Amanda Neville had been a business and brand strategist for nearly 15 years and loved every minute of it. But she also craved new challenges. She felt the urge to build not just teams, projects and companies, but something physical as well. Moreover, she was an activist in the past, and missed the community-building aspect of that.
One day in 2009, while standing in line at a sandwich shop, Amanda started chatting with another woman from their Capitol Hill neighborhood in Washington, DC. The woman mentioned that she frequently drove to Virginia to buy her wine because there weren't any nice wine stores nearby. A long-time wine lover herself, Amanda realized this may be the challenge she was seeking — to open a unique wine shop where shoppers could count on inspired decor, an intuitive organization and knowledgeable and approachable staff. And conveniently, her old college roommate Alan Greene had a retail and sales background — and 500 bottles of wine.
Amanda wound up leaving DC, but she and Alan opened a wine store, called Tipsy, in Brooklyn, New York. It’s more than fulfilled Amanda’s desire to build a new and different kind of business that allows her to market directly to a community. But despite their combined business smarts, the journey has been long, winding and full of unexpected bumps. Here, in her own words and fresh off the celebratory high of last month’s opening, are the top four lessons Amanda wishes she’d known about opening her business before she started.
1. Plan conservatively: Everything will take much, much longer than you think. When you’re opening a business for the first time, you’ll be doing so many small things that you’ve never done before — and because you’re doing them for the first time, they will take a lot longer than you’d expect.
For instance, even though I work on content for huge websites through my consultancy, I made a classic mistake and underestimated how long it would take me to write unique, short product descriptions for each wine — not to mention edit those provided by the distributors and winemakers. I’m still working on them!
Spending more time on tasks also means spending more money than expected. In your financial models, give yourself some leeway when estimating how long it will take to build up your customer base, and assume that purchases will be lower than you might think at first. Be very conservative in your planning, and make sure you have the cash to do what you need to do and to stay afloat when it takes longer than you expect.

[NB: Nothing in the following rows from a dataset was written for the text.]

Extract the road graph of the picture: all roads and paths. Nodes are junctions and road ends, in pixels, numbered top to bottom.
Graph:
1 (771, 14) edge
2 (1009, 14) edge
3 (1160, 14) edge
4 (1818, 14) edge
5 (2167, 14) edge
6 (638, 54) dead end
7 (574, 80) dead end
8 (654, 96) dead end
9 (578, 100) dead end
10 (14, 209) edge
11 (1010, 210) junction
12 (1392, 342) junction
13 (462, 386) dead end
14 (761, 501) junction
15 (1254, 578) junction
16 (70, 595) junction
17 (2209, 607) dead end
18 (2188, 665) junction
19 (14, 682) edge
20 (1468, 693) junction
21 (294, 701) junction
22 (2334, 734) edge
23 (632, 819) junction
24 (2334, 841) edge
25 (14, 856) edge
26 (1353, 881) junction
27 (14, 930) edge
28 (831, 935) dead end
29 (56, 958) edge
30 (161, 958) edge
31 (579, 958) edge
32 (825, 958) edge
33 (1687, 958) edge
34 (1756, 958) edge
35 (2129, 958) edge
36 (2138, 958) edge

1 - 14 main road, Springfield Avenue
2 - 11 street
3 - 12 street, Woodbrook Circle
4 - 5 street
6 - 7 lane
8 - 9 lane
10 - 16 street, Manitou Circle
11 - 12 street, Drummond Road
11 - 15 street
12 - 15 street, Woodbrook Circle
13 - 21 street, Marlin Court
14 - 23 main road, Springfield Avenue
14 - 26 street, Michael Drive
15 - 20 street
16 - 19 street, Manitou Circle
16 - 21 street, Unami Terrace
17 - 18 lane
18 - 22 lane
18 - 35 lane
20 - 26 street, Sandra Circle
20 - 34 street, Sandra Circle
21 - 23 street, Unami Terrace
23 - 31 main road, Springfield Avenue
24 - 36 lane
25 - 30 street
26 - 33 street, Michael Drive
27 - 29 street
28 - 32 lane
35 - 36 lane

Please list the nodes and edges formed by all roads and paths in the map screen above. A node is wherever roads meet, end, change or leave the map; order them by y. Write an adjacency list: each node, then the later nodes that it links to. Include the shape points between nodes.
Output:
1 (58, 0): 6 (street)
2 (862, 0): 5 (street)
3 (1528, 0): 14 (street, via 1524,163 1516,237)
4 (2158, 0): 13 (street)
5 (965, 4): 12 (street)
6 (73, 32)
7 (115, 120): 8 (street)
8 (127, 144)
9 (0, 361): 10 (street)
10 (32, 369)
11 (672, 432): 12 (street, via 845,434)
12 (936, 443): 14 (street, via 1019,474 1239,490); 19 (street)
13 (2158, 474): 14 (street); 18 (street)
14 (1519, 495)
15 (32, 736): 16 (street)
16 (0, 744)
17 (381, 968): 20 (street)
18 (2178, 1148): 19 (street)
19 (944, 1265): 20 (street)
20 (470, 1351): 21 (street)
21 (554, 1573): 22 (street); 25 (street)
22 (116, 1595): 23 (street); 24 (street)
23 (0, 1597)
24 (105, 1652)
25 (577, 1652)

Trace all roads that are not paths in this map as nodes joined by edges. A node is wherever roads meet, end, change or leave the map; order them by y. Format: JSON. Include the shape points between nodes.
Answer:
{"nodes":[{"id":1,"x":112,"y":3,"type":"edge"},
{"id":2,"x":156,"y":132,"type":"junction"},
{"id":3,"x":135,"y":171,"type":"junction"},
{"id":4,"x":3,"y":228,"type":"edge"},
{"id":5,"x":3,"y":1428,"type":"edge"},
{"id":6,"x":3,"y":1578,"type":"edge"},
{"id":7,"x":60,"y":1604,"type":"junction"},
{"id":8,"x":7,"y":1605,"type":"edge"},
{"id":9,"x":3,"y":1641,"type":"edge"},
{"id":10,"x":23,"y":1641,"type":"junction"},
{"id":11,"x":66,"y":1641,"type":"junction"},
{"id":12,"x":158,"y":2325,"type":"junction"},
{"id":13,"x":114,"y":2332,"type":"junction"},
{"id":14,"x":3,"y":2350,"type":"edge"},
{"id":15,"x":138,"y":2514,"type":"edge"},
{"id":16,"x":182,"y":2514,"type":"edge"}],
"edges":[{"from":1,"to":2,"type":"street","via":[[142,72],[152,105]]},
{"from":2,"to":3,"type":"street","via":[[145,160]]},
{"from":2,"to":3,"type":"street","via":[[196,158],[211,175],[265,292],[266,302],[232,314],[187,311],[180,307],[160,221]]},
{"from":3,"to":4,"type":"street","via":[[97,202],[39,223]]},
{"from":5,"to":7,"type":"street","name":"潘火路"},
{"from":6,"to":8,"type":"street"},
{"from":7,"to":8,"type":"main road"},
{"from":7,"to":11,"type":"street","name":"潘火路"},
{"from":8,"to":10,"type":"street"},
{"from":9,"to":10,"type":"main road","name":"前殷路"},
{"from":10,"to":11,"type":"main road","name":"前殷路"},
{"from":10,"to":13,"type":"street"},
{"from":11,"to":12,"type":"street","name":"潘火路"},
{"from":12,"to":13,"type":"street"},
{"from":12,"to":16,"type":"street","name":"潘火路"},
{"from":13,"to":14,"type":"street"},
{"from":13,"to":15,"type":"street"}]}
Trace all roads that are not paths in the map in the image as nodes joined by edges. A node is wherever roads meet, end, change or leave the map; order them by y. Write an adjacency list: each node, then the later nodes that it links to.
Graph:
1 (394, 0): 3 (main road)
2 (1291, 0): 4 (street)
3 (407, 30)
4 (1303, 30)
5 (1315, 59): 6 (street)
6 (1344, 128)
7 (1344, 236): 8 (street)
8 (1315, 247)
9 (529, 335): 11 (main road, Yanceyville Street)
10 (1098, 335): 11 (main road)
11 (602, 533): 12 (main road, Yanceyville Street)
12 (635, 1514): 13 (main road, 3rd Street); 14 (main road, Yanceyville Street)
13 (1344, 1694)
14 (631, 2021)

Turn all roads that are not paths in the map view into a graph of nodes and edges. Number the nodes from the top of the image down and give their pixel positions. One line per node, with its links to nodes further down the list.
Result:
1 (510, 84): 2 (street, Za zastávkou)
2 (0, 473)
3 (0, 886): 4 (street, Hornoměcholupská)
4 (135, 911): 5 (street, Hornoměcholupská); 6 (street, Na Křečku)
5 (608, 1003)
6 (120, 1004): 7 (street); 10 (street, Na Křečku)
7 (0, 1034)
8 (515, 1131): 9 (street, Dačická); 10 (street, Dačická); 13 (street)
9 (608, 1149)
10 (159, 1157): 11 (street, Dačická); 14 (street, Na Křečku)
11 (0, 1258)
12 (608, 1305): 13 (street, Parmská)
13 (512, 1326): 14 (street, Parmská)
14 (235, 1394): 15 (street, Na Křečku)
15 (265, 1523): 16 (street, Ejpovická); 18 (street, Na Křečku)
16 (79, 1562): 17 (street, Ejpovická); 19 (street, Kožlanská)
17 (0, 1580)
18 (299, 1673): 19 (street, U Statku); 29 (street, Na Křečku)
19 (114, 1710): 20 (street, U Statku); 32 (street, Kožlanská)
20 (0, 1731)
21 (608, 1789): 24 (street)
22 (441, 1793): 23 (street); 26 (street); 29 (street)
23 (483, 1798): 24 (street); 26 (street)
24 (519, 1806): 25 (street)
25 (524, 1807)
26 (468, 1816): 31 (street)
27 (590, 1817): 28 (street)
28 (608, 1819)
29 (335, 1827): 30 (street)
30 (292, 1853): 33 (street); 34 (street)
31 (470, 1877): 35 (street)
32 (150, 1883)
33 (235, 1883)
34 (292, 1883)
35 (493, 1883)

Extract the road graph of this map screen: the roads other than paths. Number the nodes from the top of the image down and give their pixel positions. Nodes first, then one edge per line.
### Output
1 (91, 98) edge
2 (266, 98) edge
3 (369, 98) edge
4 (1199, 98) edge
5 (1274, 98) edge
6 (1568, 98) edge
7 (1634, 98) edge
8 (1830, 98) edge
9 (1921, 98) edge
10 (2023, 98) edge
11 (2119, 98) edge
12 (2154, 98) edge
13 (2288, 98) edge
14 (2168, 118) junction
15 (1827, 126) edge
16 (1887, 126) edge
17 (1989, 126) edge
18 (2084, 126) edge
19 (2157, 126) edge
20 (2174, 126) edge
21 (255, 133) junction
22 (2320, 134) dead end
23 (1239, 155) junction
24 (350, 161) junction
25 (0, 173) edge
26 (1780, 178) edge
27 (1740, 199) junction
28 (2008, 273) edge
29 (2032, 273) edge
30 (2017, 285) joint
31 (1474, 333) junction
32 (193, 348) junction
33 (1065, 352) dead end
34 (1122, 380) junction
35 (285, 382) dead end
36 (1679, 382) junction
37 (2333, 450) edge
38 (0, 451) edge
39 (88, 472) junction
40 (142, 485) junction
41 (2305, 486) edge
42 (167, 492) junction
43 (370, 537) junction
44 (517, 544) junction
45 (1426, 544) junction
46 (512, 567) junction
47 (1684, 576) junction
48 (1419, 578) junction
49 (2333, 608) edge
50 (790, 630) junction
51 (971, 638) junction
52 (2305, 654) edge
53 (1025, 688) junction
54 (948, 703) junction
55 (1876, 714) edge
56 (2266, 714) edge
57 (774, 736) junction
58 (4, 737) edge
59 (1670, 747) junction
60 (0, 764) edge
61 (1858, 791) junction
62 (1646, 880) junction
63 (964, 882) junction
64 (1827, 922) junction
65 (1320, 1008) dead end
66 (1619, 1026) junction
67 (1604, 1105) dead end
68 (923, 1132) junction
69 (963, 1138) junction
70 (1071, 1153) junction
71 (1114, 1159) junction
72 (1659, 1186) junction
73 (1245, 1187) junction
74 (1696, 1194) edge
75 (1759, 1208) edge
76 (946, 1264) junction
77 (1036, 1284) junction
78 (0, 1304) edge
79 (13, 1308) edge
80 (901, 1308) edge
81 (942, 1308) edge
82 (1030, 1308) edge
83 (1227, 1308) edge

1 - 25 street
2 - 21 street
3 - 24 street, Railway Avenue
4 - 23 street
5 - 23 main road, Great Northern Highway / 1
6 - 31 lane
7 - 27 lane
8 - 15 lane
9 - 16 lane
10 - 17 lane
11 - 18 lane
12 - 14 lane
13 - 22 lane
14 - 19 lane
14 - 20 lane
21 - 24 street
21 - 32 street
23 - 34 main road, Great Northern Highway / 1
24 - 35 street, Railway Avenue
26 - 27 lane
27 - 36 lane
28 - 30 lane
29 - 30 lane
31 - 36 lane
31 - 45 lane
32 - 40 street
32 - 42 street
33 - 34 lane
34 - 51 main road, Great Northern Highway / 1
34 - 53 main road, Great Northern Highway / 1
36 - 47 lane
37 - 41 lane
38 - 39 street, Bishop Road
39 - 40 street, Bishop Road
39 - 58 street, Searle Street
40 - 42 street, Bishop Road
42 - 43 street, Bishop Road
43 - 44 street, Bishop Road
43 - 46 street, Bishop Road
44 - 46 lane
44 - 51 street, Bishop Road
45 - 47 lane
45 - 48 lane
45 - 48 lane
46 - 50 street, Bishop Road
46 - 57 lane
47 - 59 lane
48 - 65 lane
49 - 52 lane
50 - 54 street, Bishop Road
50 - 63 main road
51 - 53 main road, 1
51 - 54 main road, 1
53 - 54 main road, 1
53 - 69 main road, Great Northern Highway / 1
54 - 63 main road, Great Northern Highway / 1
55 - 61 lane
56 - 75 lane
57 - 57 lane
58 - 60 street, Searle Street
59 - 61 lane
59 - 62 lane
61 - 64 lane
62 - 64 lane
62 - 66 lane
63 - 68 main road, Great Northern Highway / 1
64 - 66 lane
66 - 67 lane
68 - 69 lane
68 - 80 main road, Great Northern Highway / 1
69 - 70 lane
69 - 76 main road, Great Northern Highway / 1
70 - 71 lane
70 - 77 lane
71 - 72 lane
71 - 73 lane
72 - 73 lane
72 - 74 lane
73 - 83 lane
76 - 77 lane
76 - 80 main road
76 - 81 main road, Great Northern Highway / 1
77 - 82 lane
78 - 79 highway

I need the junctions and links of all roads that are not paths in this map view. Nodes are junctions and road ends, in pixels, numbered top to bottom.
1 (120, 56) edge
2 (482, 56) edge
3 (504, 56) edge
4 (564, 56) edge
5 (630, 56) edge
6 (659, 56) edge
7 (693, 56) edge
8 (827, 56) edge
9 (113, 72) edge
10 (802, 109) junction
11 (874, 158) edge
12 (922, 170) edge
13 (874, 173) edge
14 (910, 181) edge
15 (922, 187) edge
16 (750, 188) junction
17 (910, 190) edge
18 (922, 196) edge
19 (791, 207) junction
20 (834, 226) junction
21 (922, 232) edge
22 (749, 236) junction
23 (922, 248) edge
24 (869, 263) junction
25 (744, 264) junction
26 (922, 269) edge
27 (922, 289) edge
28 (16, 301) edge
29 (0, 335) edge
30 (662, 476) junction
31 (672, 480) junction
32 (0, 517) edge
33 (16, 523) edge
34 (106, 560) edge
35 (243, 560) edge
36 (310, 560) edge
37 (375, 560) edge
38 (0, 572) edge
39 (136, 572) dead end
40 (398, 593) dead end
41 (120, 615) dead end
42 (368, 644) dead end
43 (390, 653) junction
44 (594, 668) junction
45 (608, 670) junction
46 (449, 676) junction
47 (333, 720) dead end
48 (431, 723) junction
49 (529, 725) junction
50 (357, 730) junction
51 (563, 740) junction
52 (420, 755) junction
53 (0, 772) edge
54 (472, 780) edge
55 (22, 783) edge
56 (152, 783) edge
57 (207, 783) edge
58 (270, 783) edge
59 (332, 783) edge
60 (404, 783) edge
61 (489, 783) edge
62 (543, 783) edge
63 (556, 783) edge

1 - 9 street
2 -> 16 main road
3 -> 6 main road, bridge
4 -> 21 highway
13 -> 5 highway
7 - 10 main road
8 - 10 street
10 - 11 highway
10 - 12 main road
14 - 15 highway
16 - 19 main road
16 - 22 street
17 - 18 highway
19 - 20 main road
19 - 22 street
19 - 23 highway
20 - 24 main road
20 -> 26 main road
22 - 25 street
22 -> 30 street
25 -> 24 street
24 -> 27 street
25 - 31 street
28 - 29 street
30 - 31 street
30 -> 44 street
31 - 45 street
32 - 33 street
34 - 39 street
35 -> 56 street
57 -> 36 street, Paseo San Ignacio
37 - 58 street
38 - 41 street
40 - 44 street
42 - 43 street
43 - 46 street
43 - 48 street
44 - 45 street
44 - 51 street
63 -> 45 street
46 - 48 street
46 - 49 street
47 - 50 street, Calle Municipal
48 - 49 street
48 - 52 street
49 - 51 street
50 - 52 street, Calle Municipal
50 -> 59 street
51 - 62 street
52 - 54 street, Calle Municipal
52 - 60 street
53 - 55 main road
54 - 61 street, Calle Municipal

2. Don’t reinvent the wheel. Ask the experts how things work. Alan and I did a fair amount of networking with other people in the industry, but looking back, we also let a lot of opportunities go that could have helped us learn more.
From all our networking, we thought we grasped the basics, but still didn’t realize just how important storage would be. It's quite complicated to balance out the assortment you want with the quantities you need (i.e., not too much, but not too little) with the order minimums and pricing breaks that different distributors give. It's like a giant logic game to make an order. Meanwhile, our basement is extremely hot because the heating pipe that runs along our ceiling isn't insulated and there isn't an easy way to cool the space. This means that, until we figure out a solution, we can't store any inventory there.
Having more conversations with more store owners and distributors would have helped us realize the importance of being able to accept extra inventory. You should talk to as many other people in your industry as you can. Find out what their biggest obstacles were when setting up their businesses. Learn the inside scoop. And then, when you think you’ve learned enough, talk to more people.
3. You always need a back-up plan. For everything. Even items on your to-do list that seem taken care of can suddenly fall apart. For example, we first signed a lease for a space in south Williamsburg in Brooklyn. But even with the lease in hand, we should have kept looking for spaces. New York law says your entrance needs to be more than 200 feet from the main entrance of any schools or churches, and even though we had worked with a lawyer to qualify our space, our liquor license application was denied. It turned out that a charter school had moved into the building and was using an entrance that was within 200 feet. We walked away with about $15,000 to $20,000 lost in rent, minor improvements and architectural plans. Then it took us another five months to find our new space in Clinton Hill.
Another example: Our Internet went down one day, and we realized we needed an alternate way to run credit card transactions. We were able to use my phone as a hotspot to get us through, but I won’t always be around. Now we’re looking at getting a separate device to be the hotspot, as well as one of those old-school carbon-copy sliders in case there is a broader internet outage.
If you’re unsure what types of plans need backups, ask your network for their experiences — what you’ve missed and how to create a back-up plan for it.
4. Be careful about how and when to involve family and friends. My boyfriend built our shelves, which saved us at least $15,000 and four weeks of time. But whenever you’re having business dealings with someone, or whenever someone is doing you a favor, there are bound to be sensitive conversations. And obviously, it's way more delicate to express concerns about money, staying on schedule or to say you don’t like the design of something, when it’s someone close to you. Being under the gun only makes it worse.
For us, it was worth it because we saved lot of money and were able to open in time for the holidays. But I did underestimate how much stress it added, not to mention that it dominated every conversation my boyfriend and I had when it might have been nice to keep my personal life a bit more separate. Do the math to figure out whether it's really worth it to involve close friends, romantic partners or family members. If you're only saving a couple hundred dollars, it probably isn’t.